→ **Data extracts**:
◇ ◇ ◇ ◇ ◇
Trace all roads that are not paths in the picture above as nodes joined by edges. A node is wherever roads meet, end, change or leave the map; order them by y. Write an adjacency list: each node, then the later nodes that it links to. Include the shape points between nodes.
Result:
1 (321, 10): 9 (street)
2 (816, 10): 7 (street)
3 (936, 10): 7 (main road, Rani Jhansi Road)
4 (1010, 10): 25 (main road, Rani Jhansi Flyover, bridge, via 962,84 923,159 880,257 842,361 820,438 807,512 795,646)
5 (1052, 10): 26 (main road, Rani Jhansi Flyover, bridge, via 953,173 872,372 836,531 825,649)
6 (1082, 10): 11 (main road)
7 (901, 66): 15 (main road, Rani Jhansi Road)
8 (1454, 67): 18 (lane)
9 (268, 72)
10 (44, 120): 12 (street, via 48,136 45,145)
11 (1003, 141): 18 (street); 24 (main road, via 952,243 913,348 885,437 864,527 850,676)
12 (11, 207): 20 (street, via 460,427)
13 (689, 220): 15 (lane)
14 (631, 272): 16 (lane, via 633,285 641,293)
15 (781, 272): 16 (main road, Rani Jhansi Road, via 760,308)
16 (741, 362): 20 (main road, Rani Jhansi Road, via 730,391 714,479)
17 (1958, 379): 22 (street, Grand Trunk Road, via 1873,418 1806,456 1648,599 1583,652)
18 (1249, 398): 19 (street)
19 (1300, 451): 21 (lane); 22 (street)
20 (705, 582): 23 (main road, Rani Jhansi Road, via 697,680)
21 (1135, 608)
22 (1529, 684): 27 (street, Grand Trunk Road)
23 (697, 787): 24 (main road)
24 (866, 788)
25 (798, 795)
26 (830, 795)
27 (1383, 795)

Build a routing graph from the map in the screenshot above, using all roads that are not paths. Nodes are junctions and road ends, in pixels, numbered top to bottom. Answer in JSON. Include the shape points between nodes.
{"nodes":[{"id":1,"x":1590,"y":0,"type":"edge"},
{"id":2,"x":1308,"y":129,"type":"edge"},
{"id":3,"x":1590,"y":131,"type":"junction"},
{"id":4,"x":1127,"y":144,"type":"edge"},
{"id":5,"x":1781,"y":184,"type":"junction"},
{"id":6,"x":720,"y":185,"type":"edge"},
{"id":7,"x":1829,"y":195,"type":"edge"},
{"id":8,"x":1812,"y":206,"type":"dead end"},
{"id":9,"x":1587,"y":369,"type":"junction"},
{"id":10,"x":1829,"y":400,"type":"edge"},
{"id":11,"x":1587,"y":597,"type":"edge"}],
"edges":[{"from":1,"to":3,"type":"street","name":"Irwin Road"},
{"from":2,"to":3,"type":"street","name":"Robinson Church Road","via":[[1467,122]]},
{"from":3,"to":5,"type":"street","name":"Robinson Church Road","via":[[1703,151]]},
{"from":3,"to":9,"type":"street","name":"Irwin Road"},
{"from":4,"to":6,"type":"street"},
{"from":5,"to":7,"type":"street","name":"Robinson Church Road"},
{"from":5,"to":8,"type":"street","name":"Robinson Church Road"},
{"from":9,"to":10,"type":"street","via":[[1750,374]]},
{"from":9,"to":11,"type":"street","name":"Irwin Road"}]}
◇ ◇ ◇ ◇ ◇
→ **Task item**: Copy the entries above exactly, so that each line matches the original.

→ **Written solution**:
Trace all roads that are not paths in the picture above as nodes joined by edges. A node is wherever roads meet, end, change or leave the map; order them by y. Write an adjacency list: each node, then the later nodes that it links to. Include the shape points between nodes.
Result:
1 (321, 10): 9 (street)
2 (816, 10): 7 (street)
3 (936, 10): 7 (main road, Rani Jhansi Road)
4 (1010, 10): 25 (main road, Rani Jhansi Flyover, bridge, via 962,84 923,159 880,257 842,361 820,438 807,512 795,646)
5 (1052, 10): 26 (main road, Rani Jhansi Flyover, bridge, via 953,173 872,372 836,531 825,649)
6 (1082, 10): 11 (main road)
7 (901, 66): 15 (main road, Rani Jhansi Road)
8 (1454, 67): 18 (lane)
9 (268, 72)
10 (44, 120): 12 (street, via 48,136 45,145)
11 (1003, 141): 18 (street); 24 (main road, via 952,243 913,348 885,437 864,527 850,676)
12 (11, 207): 20 (street, via 460,427)
13 (689, 220): 15 (lane)
14 (631, 272): 16 (lane, via 633,285 641,293)
15 (781, 272): 16 (main road, Rani Jhansi Road, via 760,308)
16 (741, 362): 20 (main road, Rani Jhansi Road, via 730,391 714,479)
17 (1958, 379): 22 (street, Grand Trunk Road, via 1873,418 1806,456 1648,599 1583,652)
18 (1249, 398): 19 (street)
19 (1300, 451): 21 (lane); 22 (street)
20 (705, 582): 23 (main road, Rani Jhansi Road, via 697,680)
21 (1135, 608)
22 (1529, 684): 27 (street, Grand Trunk Road)
23 (697, 787): 24 (main road)
24 (866, 788)
25 (798, 795)
26 (830, 795)
27 (1383, 795)

Build a routing graph from the map in the screenshot above, using all roads that are not paths. Nodes are junctions and road ends, in pixels, numbered top to bottom. Answer in JSON. Include the shape points between nodes.
{"nodes":[{"id":1,"x":1590,"y":0,"type":"edge"},
{"id":2,"x":1308,"y":129,"type":"edge"},
{"id":3,"x":1590,"y":131,"type":"junction"},
{"id":4,"x":1127,"y":144,"type":"edge"},
{"id":5,"x":1781,"y":184,"type":"junction"},
{"id":6,"x":720,"y":185,"type":"edge"},
{"id":7,"x":1829,"y":195,"type":"edge"},
{"id":8,"x":1812,"y":206,"type":"dead end"},
{"id":9,"x":1587,"y":369,"type":"junction"},
{"id":10,"x":1829,"y":400,"type":"edge"},
{"id":11,"x":1587,"y":597,"type":"edge"}],
"edges":[{"from":1,"to":3,"type":"street","name":"Irwin Road"},
{"from":2,"to":3,"type":"street","name":"Robinson Church Road","via":[[1467,122]]},
{"from":3,"to":5,"type":"street","name":"Robinson Church Road","via":[[1703,151]]},
{"from":3,"to":9,"type":"street","name":"Irwin Road"},
{"from":4,"to":6,"type":"street"},
{"from":5,"to":7,"type":"street","name":"Robinson Church Road"},
{"from":5,"to":8,"type":"street","name":"Robinson Church Road"},
{"from":9,"to":10,"type":"street","via":[[1750,374]]},
{"from":9,"to":11,"type":"street","name":"Irwin Road"}]}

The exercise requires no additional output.